Categories: Sub-Saharan Africa, Ghana, Arts & Culture, Development, Environment, Health, Humor

This week’s voices from Ghana remind us that Obruni (white or foreigner) bloggers in Ghana are well and truly getting used to the country for its problem. No country is without its particular problems, but for these bloggers, some are more acute and note-worthy than others.

The first complaint lodged is by OXFAM Ghana Belgian intern, Elodie, of Akwaaba in Ghana, Gate (Get) to Africa!, who, in response to a reader from Cote d’ivoire keen to be established in Ghana, blogs about the “state of (in)accommodation” [1]. Elodie sums up this state very candidly:

The estate sector can also be compared to a playing field with huge inequalities and no rule.

She wonders what the solution “of this lawlessness situation” could be. She believes “state regulation, implementation, control and justice” are key to addressing the very serious malpractices by landlords who demand upfront rent from one to three years!
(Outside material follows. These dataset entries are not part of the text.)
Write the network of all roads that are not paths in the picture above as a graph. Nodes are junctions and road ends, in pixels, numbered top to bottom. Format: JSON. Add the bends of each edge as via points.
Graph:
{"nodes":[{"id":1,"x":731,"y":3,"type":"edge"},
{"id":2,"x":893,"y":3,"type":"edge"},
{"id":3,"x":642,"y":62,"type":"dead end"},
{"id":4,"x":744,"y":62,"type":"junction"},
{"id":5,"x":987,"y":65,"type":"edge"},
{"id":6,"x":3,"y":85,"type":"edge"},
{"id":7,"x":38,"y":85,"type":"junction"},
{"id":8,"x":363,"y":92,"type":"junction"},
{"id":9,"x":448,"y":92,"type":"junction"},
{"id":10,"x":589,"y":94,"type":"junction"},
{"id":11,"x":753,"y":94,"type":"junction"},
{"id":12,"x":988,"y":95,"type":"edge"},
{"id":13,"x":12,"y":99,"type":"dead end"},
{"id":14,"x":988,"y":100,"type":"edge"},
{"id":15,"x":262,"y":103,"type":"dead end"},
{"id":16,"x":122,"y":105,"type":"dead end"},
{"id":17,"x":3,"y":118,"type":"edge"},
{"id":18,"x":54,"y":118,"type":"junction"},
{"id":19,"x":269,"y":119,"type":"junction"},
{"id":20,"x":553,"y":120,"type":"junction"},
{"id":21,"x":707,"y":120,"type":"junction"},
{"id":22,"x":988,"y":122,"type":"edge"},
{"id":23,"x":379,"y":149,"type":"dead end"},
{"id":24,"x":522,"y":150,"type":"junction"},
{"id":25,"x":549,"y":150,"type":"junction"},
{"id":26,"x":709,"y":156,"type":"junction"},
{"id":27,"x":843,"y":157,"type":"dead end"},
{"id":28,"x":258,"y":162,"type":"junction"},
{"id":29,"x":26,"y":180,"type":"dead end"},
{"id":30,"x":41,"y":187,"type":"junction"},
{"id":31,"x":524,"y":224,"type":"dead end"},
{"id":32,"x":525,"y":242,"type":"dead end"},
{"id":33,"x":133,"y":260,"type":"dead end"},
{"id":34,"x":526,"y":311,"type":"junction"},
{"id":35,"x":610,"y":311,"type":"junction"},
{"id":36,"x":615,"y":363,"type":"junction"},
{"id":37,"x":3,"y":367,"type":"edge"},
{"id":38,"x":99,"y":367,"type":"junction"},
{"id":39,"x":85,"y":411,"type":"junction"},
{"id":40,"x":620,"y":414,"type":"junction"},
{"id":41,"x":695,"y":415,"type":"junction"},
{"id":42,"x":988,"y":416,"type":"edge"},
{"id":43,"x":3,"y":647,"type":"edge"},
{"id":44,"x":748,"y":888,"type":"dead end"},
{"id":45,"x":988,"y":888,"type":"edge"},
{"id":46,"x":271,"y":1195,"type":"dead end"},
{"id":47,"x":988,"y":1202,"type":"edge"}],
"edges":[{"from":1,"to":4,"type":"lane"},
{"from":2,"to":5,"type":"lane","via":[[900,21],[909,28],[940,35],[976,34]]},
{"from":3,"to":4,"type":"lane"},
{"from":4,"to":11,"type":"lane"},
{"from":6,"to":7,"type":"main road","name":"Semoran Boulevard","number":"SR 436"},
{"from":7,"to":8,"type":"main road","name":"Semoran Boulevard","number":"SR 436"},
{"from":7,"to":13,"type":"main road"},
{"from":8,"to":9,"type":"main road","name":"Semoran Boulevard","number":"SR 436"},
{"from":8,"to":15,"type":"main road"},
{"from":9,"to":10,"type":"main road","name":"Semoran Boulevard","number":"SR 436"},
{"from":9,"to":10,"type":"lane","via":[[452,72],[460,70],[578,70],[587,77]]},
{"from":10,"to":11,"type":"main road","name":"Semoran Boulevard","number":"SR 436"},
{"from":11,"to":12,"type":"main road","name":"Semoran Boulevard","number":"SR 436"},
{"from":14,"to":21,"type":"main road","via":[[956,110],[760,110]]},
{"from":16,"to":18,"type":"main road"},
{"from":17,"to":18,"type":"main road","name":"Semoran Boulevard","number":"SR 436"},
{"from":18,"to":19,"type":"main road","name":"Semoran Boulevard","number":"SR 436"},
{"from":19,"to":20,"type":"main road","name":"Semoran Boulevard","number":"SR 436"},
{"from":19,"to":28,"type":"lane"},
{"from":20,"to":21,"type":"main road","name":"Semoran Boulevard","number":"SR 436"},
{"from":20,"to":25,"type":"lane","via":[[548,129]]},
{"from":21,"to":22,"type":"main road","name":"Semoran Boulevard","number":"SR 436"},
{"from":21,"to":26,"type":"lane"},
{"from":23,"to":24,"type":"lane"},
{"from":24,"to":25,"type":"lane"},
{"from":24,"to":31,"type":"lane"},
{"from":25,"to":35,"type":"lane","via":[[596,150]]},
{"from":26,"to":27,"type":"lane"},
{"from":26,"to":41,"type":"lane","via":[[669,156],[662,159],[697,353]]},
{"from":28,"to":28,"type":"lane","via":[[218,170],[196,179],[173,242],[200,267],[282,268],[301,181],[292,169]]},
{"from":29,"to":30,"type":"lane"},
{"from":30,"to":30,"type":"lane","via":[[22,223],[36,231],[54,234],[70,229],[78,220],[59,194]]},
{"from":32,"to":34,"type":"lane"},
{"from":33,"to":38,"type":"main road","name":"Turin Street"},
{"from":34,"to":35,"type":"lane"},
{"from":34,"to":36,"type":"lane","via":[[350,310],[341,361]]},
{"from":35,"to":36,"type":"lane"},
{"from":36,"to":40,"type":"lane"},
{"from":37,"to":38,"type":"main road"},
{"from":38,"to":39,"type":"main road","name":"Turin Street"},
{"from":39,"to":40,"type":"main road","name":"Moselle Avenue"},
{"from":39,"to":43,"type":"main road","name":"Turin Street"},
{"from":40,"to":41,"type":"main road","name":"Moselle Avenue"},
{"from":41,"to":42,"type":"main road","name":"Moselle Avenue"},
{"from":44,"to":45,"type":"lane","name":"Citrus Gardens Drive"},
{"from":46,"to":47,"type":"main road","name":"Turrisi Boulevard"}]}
Meanwhile, Trials and Tribulations of a Freshly-Arrived Denizen continues to lament about darkness falling in the country [2], including Accra, but, on a positive note, is encouraged by the country’s regulatory commission (PURC) responding to the latest complaints:

Anger and frustration aside, I contacted PURC this afternoon, on account of the fact that they had switched the lights off at 5.50am this morning. When I called my parents around 3.05pm, it was still off! Philip, of PURC, contacted me around 3.22pm to tell me that a conductor was broken and that they were on it. This was after having called me at 3.17pm to tell me that he was trying to get in touch with them. He assured me electricity should be back on around 4.30pm.
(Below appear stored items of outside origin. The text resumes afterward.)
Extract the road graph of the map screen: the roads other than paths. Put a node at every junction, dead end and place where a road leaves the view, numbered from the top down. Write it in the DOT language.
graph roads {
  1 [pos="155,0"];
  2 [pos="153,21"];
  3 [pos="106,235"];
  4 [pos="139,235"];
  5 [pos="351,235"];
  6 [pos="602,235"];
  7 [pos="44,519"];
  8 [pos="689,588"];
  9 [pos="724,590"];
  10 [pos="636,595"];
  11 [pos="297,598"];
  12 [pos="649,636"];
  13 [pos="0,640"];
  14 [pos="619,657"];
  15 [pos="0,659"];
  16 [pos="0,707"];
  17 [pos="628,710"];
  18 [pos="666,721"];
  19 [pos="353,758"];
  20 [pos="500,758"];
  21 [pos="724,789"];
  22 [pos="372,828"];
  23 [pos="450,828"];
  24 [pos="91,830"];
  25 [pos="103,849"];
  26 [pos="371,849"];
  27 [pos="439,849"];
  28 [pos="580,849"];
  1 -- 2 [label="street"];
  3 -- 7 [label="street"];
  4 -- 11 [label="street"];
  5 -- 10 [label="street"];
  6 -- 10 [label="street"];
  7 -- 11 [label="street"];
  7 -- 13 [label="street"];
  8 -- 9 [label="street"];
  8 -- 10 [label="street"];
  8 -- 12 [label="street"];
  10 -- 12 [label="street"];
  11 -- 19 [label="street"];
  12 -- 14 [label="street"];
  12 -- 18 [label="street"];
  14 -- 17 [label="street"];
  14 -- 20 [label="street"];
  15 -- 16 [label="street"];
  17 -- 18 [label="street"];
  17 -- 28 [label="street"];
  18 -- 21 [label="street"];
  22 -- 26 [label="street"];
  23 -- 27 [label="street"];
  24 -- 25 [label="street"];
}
There are equally more positive vibes from Luke Brown, of I’ll Alight at the This Thing (Luke In Ghana) his experience in Ghana [3]:

I like being in a country where people are willing to go all out. Where people don’t allow Western-style social norms to prevent them from discussing bodily functions. Where, if you care about someone, you express it unequivocally (“Luke, I’ve missed you so much!” is a common sentence to me). Where you don’t allow such apparent roadblocks as lack of space to prevent an additional bag of yams to be passed deep into the recesses of a public tro-tro – indeed, lack of space a roadblock: what would cause most Westerners to give up, is merely a minor setback here. And where “lights off” is taken in extreme stride: a fact of life here in a developing nation.

Tro-Tro [4]is a name given to public buses in Ghana.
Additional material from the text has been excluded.